I would love to become a programmer and am currently studying to become one, but I have become acutely aware of how badly my brainfog and memory problems are holding me back when it comes to trying to learn how to program. This is a really depressing state of affairs; even the jobs that I can possibly get are limited by the intelligence lowering effects of PFS. Honestly I feel like given the current state of my mind, it would take a long time to become a programmer, significantly longer than it would take most other people. As I said before in the title, this has a lot to do with memory problems and also brainfog; its almost impossible to keep everything together in my mind. Its so frustrating
Same here man, I tried passing the real estate exam but can’t even pass the test due to cognitive impairment I can’t comprehend questions at all it’s very foreign to me now
Yeah, I know what you mean. Most of the time I don’t really have brain fog but some days it just comes and I feel like retard. I managed somehow to get my CCNA certificate and got e Network Engineer job, this is what I wanted to do, but I ak struggling as some days I am brain fogged, the other days if I am not i have this flu-like pain and hypersensitivity in my legs and on top of that my joints are completely fucked. Dunno how long I can handle this shit. Before PFS I was smashing them and I know if I was fine now I could have achieved that career with ease, bit this is not my case at the moment…

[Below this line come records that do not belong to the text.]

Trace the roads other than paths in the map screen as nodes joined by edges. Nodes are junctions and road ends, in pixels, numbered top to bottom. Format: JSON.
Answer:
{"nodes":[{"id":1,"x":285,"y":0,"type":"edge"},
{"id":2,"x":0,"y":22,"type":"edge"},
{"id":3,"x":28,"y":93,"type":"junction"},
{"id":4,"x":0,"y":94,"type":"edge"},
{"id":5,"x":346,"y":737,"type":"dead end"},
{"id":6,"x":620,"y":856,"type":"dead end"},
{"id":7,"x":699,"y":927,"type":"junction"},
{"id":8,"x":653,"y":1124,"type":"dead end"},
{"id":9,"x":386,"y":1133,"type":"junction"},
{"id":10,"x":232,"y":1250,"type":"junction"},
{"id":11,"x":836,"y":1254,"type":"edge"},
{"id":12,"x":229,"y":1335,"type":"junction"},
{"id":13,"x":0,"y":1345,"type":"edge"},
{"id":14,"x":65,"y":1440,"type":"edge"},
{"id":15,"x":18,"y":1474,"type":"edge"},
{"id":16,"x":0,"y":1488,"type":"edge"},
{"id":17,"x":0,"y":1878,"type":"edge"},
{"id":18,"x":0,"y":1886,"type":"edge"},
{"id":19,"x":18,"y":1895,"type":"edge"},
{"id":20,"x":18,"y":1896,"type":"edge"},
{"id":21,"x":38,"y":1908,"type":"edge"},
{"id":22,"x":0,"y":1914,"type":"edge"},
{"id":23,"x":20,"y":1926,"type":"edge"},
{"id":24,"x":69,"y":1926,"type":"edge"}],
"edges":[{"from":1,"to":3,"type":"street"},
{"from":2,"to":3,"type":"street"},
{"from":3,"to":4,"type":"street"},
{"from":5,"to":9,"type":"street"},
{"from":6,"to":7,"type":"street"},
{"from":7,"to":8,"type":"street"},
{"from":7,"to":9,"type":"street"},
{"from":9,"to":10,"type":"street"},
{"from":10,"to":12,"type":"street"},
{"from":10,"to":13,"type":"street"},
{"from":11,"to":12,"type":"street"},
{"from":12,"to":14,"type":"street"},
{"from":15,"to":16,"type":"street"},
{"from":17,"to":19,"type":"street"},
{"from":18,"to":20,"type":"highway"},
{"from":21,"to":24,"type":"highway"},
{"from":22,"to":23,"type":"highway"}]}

Try ozephs blog see if anything there can help
@AaronF man, what are you going to do then? Unfortunately for me it seems almost like I’ll always have to settle when it comes to finding a job since all the nice ones require a highly functioning brain. Its pretty depressing
@tisho1012 sorry to hear that, at least you have partial functionality though, thats something haha
Not sure I have a small business I run online but I know I can be making way more if I become a real estate agent, I have the right connections. I just don’t have anymore motivation to pass that test with brain fog it’s incredibly difficult, I just want to make enough to live on my own and leave my parents house but I’ve had to just come to terms with this stupid condition.